What really surprised me was that my son not only hated the non-talking, “giant head” type characters, but also the human characters such as the princesses and even Peter Pan. My daughter ran over to Princess Belle the first chance she got and admired her beautiful gown and gloves, but as you can see, my son was desperately koala-ing onto Mama. Really? How can anyone not want to go right up to this lovely princess and say hello?
Even as I was writing this blog, my daughter spied this photo and began cooing and attempting to climb on my lap to get closer. My son checked it out as well, with the commentary, “Hey, that’s me. I was very sad and scared.”

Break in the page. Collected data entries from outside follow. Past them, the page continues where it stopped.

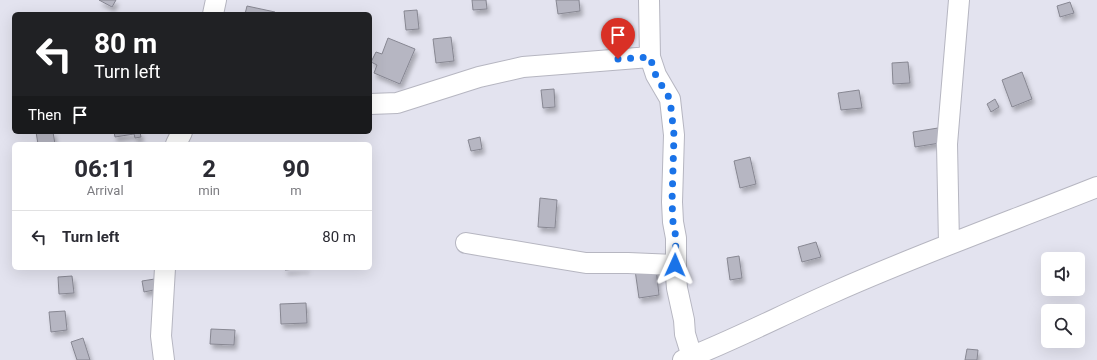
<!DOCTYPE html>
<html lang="en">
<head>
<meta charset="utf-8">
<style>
  body { margin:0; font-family:Roboto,sans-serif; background:#f2f2f3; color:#2b2b33; height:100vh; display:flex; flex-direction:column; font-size:15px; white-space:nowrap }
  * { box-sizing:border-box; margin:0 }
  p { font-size:13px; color:#7c7c81 }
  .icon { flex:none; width:22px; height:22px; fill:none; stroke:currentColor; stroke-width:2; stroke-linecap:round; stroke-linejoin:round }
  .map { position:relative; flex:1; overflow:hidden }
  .drawer { position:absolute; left:12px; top:142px; width:360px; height:128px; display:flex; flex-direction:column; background:#fff; border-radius:6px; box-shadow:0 4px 16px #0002 }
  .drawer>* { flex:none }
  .guide { position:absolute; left:12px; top:12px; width:360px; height:122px; border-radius:6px; box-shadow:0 4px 16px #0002; background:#202124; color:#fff; overflow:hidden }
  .controls { position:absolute; left:1041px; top:252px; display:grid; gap:8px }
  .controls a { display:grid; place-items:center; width:44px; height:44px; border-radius:6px; background:#fff; box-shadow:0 4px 16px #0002; font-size:20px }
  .pin { position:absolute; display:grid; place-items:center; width:34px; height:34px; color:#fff; margin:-41px -17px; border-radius:50% 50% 50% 0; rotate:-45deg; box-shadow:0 0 4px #0007 }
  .pin .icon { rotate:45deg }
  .me { position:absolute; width:44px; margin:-22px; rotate:1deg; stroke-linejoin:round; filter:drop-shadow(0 0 3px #0008) }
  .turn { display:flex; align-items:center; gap:14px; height:84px; padding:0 16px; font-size:18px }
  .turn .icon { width:52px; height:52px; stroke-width:2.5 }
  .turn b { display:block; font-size:28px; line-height:34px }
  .then { display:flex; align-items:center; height:38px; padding:0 16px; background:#0003; gap:8px; font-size:15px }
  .eta { display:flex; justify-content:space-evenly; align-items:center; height:68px; text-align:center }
  .eta b { font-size:24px; font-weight:700; line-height:28px }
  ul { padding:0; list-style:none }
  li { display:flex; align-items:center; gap:12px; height:52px; padding:0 16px; border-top:1px solid #e1e1e2 }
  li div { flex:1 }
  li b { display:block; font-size:15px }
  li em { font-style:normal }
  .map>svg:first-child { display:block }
  .building { fill:#b6b6c2; stroke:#878792; filter:url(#shadow) }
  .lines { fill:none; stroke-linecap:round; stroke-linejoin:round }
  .minor-casing { stroke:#b6b6c1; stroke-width:22 }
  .minor { stroke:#fff; stroke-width:20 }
  .route { stroke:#1a73e8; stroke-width:7; stroke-dasharray:0 12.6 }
</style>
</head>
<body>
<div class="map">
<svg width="1097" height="360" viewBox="0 0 1097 360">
  <defs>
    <filter id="shadow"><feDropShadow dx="2.5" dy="4.5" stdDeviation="2" flood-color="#0004"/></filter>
  </defs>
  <rect width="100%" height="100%" fill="#e3e3ef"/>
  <!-- building -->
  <path class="building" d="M99,0H116L112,7Z
    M472,0H486L487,9L473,10Z
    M556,0H579L580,11L558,14Z
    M1070,2L1074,13L1060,17L1057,6Z
    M247,6L275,12V14H245Z
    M417,10L419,29L406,30L404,11Z
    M451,37L454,61L436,63L433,39Z
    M388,38L415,49L400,84L374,73L377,65L371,62L376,52L382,54Z
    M908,62L910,83L893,84L892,63Z
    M1022,72L1032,99L1012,107L1002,80Z
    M554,89L555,107L543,108L541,90Z
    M859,90L862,108L841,110L838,93Z
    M995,99L999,107L991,112L987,104Z
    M938,128L940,143L915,147L913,132Z
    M36,132H53L55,144H38Z
    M114,132H140L141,137L135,138L134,134L115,137Z
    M480,137L482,149L471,151L468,140Z
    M750,157L756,184L740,188L734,161Z
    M540,198L557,200L555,228L538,227Z
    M816,242L821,257L802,262L798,247Z
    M739,256L742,278L730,280L727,258Z
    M285,268H307L285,270Z
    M656,268L659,295L639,298L635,270Z
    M72,276L74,293L59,294L58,277Z
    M161,278L163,288L144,292L142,281Z
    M306,303L307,323L281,324L280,304Z
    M65,311L67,330L51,332L49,312Z
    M211,329L235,330L234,345L210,344Z
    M83,338L90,360H77L71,342Z
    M967,349L978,350L977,360H965Z"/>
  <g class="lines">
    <!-- minor casing -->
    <g class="minor-casing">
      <path id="minor" d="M649,0L650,57L656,75L670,99L674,135L672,202L673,222L676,238V276L677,288L684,320L685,334L693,360
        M213,14L216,0
        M370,104L397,103L479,77L523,67L650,57
        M176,144L182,132
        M466,243L586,263H628L675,265
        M949,244L947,144L959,0
        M164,360L161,336L165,268
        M683,360C734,340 782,315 832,293C919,254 1009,222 1097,187"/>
    </g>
    <!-- minor -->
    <use href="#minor" class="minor"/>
  </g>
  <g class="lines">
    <!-- route -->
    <path class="route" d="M618,59L650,57L656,76L670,99L674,135L672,202L673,222L676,238L675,265"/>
  </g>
</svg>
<div class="controls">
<a><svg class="icon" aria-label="sound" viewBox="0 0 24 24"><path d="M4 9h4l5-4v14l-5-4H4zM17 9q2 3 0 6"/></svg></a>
<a><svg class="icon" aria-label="search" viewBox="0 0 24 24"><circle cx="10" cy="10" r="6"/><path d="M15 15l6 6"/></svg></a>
</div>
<div class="pin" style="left:618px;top:59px;background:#d93025"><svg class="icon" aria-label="arrive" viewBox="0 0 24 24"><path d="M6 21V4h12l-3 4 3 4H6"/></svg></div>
<svg class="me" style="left:675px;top:265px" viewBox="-20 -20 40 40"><path d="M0-17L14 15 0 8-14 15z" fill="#1a73e8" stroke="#fff" stroke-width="4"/></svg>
<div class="guide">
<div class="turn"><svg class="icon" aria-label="left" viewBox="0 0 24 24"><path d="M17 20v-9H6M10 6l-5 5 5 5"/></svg><div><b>80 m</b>Turn left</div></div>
<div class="then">Then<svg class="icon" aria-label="arrive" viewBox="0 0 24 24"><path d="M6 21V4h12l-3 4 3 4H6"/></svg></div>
</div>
<section class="drawer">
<div class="eta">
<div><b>06:11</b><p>Arrival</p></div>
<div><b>2</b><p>min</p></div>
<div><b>90</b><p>m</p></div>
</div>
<ul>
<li><svg class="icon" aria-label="left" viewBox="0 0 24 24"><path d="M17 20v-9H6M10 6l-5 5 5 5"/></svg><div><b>Turn left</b></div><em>80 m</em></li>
</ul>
</section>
</div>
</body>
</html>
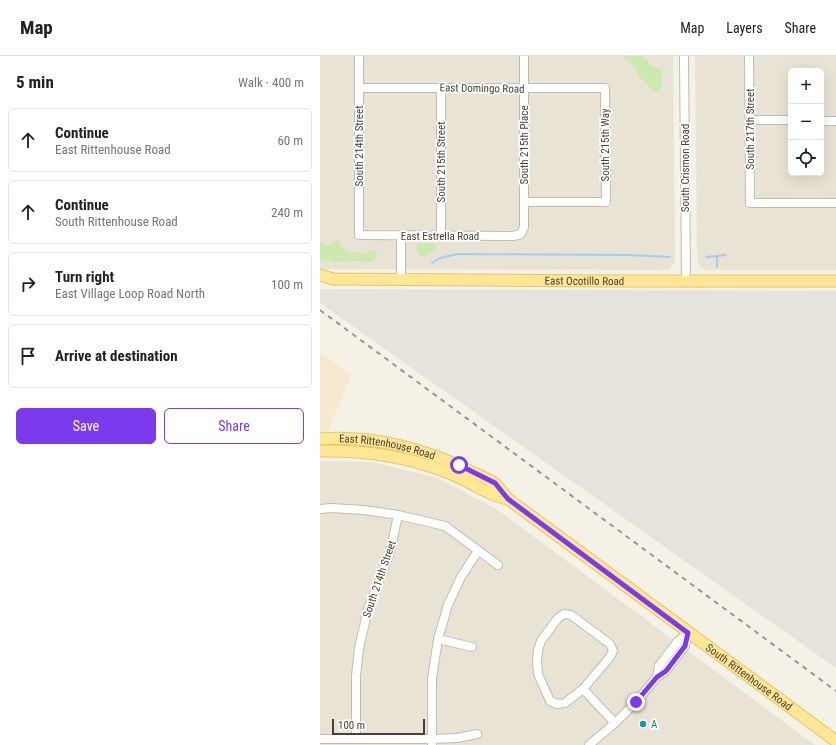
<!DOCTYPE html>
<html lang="en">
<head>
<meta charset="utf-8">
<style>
	:root { --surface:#fff; --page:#f2f2f2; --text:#202124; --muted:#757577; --line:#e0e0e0; --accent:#7c3aed }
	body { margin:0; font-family:"Roboto Condensed",sans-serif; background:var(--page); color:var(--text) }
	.controls { position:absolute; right:12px; top:12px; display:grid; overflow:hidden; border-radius:6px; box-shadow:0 4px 16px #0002 }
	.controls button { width:36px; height:36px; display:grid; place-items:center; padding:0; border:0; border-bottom:1px solid var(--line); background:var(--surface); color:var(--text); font:20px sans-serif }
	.scale { position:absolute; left:12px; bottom:10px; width:93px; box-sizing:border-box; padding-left:4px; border:2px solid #474136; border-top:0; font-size:11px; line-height:14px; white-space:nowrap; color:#474136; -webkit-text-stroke:3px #fff; paint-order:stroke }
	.stop { position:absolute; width:12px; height:12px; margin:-9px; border:3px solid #7c3aed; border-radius:50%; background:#fff }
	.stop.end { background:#7c3aed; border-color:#fff; box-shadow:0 1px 4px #0008 }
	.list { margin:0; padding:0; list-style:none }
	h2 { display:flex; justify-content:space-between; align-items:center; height:52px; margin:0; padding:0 16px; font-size:17px }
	h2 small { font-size:13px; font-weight:400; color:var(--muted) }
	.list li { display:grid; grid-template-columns:26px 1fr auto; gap:12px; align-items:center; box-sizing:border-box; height:64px; margin:0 8px 8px; padding:0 8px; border:1px solid var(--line); border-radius:6px }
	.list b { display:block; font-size:15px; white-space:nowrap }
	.list p { margin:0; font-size:13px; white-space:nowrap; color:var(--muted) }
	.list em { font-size:13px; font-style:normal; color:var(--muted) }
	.actions { display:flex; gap:8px; padding:12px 16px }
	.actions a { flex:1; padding:9px 0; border:1px solid var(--accent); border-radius:6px; text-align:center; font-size:14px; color:var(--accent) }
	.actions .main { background:var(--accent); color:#fff }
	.icon { flex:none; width:22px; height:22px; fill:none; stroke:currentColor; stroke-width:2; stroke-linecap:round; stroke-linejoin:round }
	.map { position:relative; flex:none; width:516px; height:689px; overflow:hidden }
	header { display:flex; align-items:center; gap:24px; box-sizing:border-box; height:56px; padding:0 20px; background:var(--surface); border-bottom:1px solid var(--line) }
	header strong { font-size:19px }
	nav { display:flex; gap:22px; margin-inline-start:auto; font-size:14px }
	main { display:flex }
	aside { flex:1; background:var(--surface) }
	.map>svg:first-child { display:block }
</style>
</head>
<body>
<header>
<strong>Map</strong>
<nav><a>Map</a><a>Layers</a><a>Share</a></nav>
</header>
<main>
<aside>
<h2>5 min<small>Walk · 400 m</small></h2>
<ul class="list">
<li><svg class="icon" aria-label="ahead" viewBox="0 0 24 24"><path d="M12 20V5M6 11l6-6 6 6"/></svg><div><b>Continue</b><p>East Rittenhouse Road</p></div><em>60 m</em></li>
<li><svg class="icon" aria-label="ahead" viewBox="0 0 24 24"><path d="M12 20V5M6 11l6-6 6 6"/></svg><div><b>Continue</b><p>South Rittenhouse Road</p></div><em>240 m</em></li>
<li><svg class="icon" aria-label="right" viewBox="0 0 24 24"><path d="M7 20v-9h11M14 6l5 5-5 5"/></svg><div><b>Turn right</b><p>East Village Loop Road North</p></div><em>100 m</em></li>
<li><svg class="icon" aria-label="arrive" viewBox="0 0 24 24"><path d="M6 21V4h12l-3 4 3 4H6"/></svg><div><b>Arrive at destination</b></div></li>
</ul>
<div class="actions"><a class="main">Save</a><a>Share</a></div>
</aside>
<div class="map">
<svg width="516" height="689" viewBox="0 0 516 689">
	<rect width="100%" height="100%" fill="#f4f1e7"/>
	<g fill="#e8e3d5" fill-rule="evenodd">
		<path d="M0,0H353L355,205L354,208L348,214L0,213Z"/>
		<path d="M375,0H516V214H386L380,211L378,208L377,198ZM471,15H501V117H471Z"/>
		<path d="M0,405L52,406L117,422L178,454L495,689H0Z"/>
	</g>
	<path fill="#f6e9d2" d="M0,296L31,319L7,378H0Z"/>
	<path fill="#e6e2dc" d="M0,233L516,235V612L0,247Z"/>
	<g fill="#cce9af">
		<path d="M304,0H323L331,9L341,13V33L336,36L332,35L328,29L323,24L318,20L315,11L312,8L304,3L303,1Z"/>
		<path d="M20,184V189L28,196L39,197H46L51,194L55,195L57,197C57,202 56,204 51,206L28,205L15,206L9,204L0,205V185L8,189H11L13,185Z"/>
		<path d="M98,187H102L115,188L116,192C114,195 107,199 104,201L99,199L96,191Z"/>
	</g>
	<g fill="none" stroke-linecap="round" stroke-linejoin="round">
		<g stroke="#a3cdf1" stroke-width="2">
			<path d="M397,200V211"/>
			<path d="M386,201L406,199"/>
			<path d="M112,207L120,202L137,198L308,199L350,201"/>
		</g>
		<defs>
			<g id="minor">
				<path d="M39,0V179L193,180L201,178L204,171V0"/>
				<path d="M364,0L366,224"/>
				<path d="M429,0L430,147H516"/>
				<path d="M39,32H285L286,146H204"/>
				<path d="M430,64H471"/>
				<path d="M501,65H516"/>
				<path d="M121,180V32"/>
				<path d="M81,224V180"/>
				<path d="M0,453L11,452L44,454L78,459L125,470L178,509"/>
				<path d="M244,558L251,559L290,588L293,595L290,601L263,633L245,647L237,648L230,645L218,618L217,606L218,594L221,585L238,562Z"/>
				<path d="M118,583L152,591"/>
				<path d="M337,621L339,610L358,585L368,577"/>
				<path d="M263,633L295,667"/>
				<path d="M0,683H112L137,682L157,678"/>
				<path d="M36,683V620L39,592L48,553L70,497L78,459"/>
				<path d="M112,689V623L118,583L128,549L141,521L158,495"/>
				<path d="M269,689L295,667L316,646L337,621L346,615L365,590L368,577"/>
			</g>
			<g id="major">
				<path id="s1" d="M0,219L13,223L293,225H516"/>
				<path id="s2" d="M0,383C52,379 108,393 154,417C161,420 168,423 174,427C179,430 183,438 188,443L516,685"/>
				<path d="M0,395C46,394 92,401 134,419C146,424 158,432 170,437C175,440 181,441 187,443"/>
			</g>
		</defs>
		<use href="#minor" stroke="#c2bcac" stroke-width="10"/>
		<use href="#major" stroke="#e5c664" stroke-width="13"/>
		<use href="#minor" stroke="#fff" stroke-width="8"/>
		<use href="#major" stroke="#ffe795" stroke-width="11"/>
		<path stroke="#969696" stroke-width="2" stroke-dasharray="5 5" stroke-linecap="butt" d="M0,254L516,635"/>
	</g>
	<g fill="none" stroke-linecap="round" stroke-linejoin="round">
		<path stroke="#7c3aed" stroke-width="5" d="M139,409L175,427L188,443L368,577L365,590L346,615L337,621L316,646"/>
	</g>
	<circle fill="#0f9aa8" stroke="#fff" stroke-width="1.5" cx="323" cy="668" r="4"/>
	<g text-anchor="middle" stroke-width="3.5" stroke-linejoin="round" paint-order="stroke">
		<g font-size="11" fill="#474136" stroke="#fff">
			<text transform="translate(162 32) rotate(1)" y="4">East Domingo Road</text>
			<text transform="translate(430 73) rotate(-90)" y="4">South 217th Street</text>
			<text transform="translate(204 89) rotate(-90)" y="4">South 215th Place</text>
			<text transform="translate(285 89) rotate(-90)" y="4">South 215th Way</text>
			<text transform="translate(39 90) rotate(-90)" y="4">South 214th Street</text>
			<text transform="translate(121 106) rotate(-90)" y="4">South 215th Street</text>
			<text transform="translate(365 112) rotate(-90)" y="4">South Crismon Road</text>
			<text x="120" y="184">East Estrella Road</text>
			<text dy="4" stroke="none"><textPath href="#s1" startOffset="265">East Ocotillo Road</textPath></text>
			<text dy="4" stroke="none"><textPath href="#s2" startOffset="68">East Rittenhouse Road</textPath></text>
			<text transform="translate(59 523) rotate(-71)" y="4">South 214th Street</text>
			<text dy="4" stroke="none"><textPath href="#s2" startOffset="503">South Rittenhouse Road</textPath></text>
		</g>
		<g font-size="11" fill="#0d838f" stroke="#fff" text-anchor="start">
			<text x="331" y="672">A</text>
		</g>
	</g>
</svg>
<div class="controls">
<button>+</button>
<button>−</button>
<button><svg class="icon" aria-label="locate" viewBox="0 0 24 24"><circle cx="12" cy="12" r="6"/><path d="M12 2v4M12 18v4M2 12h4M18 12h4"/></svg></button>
</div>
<div class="scale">100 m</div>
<div class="stop" style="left:139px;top:409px"></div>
<div class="stop end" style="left:316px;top:646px"></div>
</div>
</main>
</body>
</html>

In another five years or so, when we’re ready to take another trip like this, I’m sure both kids will have completely changed their thinking about these characters. At ages 5 and 7, it’s likely that my daughter will be dressed like a princess herself, although awestruck and shy about approaching the real princesses, and my son will probably be chasing around all the villains with a plastic sword (Captain Hook, I’m looking at you). I’ll apologize for both of their behaviors in advance.
But I, at least, will be delighted to meet each and every one of you!